I hope you don’t have friends who recommend Ayn Rand to you. The fiction of Ayn Rand is as low as you can get re fiction. I hope you picked it up off the floor of the subway and threw it in the nearest garbage pail. She makes Mickey Spillane look like Dostoevsky.

Flannery O’Conner, as clear on her theoretical 88th birthday as on any other.

First They Came for the Deer

[Embattled WI governor Scott] Walker has hired Texan Dr. James Kroll to serve as Wisconsin’s “deer czar,” a position that gives Kroll considerable power over Wisconsin’s deer management policy. Kroll is an outspoken proponent of game farms, and an opponent of public lands and public game management, which he is on record as describing as “the last bastion of communism.”

I think it’s pretty obvious that Walker’s master plan here is to first take away the hunting, then take away the guns. And he’s hired some kind of unelected Russian political figure to do the dirty work for him. It’s the only rational plan that explains this set of facts. After all, it will be easy to take your deer rifle once he’s taken your God given right to kill deer, and he’s specifically stated that he wants to take your right to kill deer. So the other is not and can not be far behind. And, once he’s got the deer rifle, he’ll be after the rest of your guns as well. Best get the word out on that point.

Reaching across the aisle, it’s clear that we can all agree that any land not in currently the rightful hands of the local Lords and/or people of High Birth is indeed one of the many examples of communism and/or creeping sharia law at work in this country. Best to turn over any land still foolishly held in the public trust to monied interests as soon as possible.
Now, obviously, if Ayn Rand has taught us anything it’s that we can’t expect them to take these lands for nothing. So, in exchange for their bonhomie and patriotism (as expressed by so generously taking the land off the state’s hands), I feel any ceded land should, at a minimum, be handed over free of charge or (better still), gifted along with an ongoing, state funded honorarium; payable in perpetuity. It’s the only reasonable and, by God: let’s face it, American solution to this issue.

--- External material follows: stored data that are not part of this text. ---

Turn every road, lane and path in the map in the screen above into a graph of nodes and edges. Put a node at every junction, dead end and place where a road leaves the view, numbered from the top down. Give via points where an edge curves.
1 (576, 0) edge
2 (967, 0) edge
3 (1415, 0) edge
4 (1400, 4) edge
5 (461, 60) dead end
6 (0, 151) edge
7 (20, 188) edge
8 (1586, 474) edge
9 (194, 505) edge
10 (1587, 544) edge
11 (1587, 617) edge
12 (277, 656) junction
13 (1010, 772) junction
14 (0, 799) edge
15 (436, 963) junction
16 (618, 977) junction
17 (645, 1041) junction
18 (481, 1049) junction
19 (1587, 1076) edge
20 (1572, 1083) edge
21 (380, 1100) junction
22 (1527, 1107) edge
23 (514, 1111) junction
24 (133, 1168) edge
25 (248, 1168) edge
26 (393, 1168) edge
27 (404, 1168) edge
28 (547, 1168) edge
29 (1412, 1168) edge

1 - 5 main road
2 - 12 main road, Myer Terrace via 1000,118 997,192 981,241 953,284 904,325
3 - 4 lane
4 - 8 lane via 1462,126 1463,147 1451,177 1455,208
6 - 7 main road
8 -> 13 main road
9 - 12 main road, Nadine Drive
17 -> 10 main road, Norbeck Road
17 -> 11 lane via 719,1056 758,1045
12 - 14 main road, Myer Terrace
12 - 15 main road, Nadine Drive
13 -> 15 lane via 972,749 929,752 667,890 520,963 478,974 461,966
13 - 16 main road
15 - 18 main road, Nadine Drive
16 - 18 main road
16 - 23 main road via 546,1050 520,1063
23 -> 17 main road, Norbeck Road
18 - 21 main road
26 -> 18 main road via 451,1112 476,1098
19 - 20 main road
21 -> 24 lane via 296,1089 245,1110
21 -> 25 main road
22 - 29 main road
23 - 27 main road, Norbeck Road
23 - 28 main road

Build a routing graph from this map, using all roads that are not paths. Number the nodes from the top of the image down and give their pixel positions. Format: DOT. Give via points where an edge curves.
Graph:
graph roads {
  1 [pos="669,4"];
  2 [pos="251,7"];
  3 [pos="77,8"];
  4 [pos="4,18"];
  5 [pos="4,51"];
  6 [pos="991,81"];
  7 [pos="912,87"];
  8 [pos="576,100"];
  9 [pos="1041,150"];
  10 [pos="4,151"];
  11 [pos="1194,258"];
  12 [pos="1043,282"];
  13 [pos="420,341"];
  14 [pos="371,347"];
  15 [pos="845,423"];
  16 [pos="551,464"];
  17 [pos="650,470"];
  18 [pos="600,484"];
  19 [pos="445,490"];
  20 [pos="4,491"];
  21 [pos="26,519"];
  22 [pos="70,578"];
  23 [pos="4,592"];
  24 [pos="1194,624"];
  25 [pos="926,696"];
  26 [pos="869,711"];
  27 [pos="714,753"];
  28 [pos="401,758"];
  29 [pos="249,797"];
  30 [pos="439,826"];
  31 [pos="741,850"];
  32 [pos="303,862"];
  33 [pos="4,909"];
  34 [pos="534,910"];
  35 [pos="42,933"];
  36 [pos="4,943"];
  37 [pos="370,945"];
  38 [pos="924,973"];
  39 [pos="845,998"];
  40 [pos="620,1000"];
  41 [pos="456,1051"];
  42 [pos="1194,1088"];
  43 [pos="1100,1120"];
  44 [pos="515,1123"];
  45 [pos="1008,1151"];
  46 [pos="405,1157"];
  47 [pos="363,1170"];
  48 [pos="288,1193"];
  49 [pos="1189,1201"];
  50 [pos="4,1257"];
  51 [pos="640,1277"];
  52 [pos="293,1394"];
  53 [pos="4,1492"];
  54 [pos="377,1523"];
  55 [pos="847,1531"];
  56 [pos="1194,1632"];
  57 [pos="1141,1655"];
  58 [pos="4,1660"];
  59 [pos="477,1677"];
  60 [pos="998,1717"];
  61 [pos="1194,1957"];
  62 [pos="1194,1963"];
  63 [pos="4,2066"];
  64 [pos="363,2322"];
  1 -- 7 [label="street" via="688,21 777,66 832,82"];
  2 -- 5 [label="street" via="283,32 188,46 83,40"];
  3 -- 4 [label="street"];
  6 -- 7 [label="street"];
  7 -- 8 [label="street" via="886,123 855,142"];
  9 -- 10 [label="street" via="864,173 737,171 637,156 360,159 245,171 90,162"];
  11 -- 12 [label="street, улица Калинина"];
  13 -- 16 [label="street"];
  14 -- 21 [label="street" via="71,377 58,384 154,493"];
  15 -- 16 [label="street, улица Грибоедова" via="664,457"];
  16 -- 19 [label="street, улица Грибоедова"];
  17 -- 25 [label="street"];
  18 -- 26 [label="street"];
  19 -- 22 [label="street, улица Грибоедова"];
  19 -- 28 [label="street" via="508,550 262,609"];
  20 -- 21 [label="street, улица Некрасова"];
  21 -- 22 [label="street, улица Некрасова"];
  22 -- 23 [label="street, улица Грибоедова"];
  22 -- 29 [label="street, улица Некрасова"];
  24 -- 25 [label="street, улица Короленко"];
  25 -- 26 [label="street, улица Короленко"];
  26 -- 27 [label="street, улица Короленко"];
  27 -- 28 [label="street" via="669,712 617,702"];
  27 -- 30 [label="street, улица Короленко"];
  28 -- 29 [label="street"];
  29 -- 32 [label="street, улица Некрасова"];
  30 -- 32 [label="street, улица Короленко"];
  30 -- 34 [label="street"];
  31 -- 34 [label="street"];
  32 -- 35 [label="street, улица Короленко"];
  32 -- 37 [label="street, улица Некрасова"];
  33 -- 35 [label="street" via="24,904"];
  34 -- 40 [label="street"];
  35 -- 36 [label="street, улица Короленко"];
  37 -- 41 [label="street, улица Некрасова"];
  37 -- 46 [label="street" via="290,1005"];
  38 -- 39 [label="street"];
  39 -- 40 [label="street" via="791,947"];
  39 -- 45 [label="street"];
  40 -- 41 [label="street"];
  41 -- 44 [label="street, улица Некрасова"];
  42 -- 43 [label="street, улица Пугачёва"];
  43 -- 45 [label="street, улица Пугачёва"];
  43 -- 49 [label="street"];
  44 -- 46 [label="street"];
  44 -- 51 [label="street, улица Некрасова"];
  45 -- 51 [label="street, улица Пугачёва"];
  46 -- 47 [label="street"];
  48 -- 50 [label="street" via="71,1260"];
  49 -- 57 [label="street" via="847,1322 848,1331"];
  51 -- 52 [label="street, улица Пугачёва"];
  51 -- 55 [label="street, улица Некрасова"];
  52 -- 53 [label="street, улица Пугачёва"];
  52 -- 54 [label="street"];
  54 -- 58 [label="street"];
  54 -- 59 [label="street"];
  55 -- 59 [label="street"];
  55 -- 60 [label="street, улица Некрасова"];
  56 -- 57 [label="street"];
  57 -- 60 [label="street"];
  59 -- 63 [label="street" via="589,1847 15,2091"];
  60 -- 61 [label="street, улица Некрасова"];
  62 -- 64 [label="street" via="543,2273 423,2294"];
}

First They Came for the Deer

On the bright side.

ilyagerner:

A world without functioning traffic signals is preparing me for Ron Paul’s America. So far, lots of accidents, not much in the way of the emergent order that I’ve been promised.

I feel like this is almost certainly a confidence issue. The emergent order knows, deep down, that an alphabet soup of government regulatory agencies will soon descend upon said nascent and entirely beneficent order and smother it with numerous laws, storm taxes, and a litany of entirely new regulations, each of which are longer than War and Peace and several other books people have likely heard of. Thus, unwilling to pay taxes on purchases of new windows and fresh carpet and power lines and so forth, people will simply sit there and pine for Our Galtian Overlords to get on with it already. Ergo: It’s just the rationality of markets you are witnessing.

I’m dying for Atlas to Shrug. Go off into your bunker and leave the piles of paper leverage the myth of the self-made man is built upon where they are so good people who selflessly believe in each other and this country can clean up the mess. I have a feeling we’ll be just fine, thank you, prophecies of doom and dollar signs etched in the sky notwithstanding.

correlationstonone, writing in Making nothing out of something: Self-Indulgent Programming Note 
Holy Zombie Lord Jesus: YES. Let me heartily second that motion that the Tea Klanners and all their like-minded friends should just Shrug already. Go live in Galt’s Gulch, live the dream, let the market sort you out, and spend the rest of your ample free time quarrying some stone or whatever it is good objectivists do for fun. I’d pay for closed-circuit coverage of it.
Yes, in gold.

It had never occurred to me that Atlas Shrugged was actually about the dire need in this country for high speed rail.

John Hodgman tweets all things Ayn Rand.
Rest assured, John, based on the trailer, they’ve converted the Taggart Transcontinental into a massive freight train operation. Though I do seem to recall seeing a bullet train zip by, presumably it was built with government stimulus funds atop cheap and reliable Rearden metal.
Cognitive dissonance alert: It seems likely that observant Objectivists can only reach Galt’s Gulch by taking the Obama Express! What to do? What to do? Help us, Jeebus.
Rand’s prescription in this instance most likely involves quasi-consensual rough sex. So you know.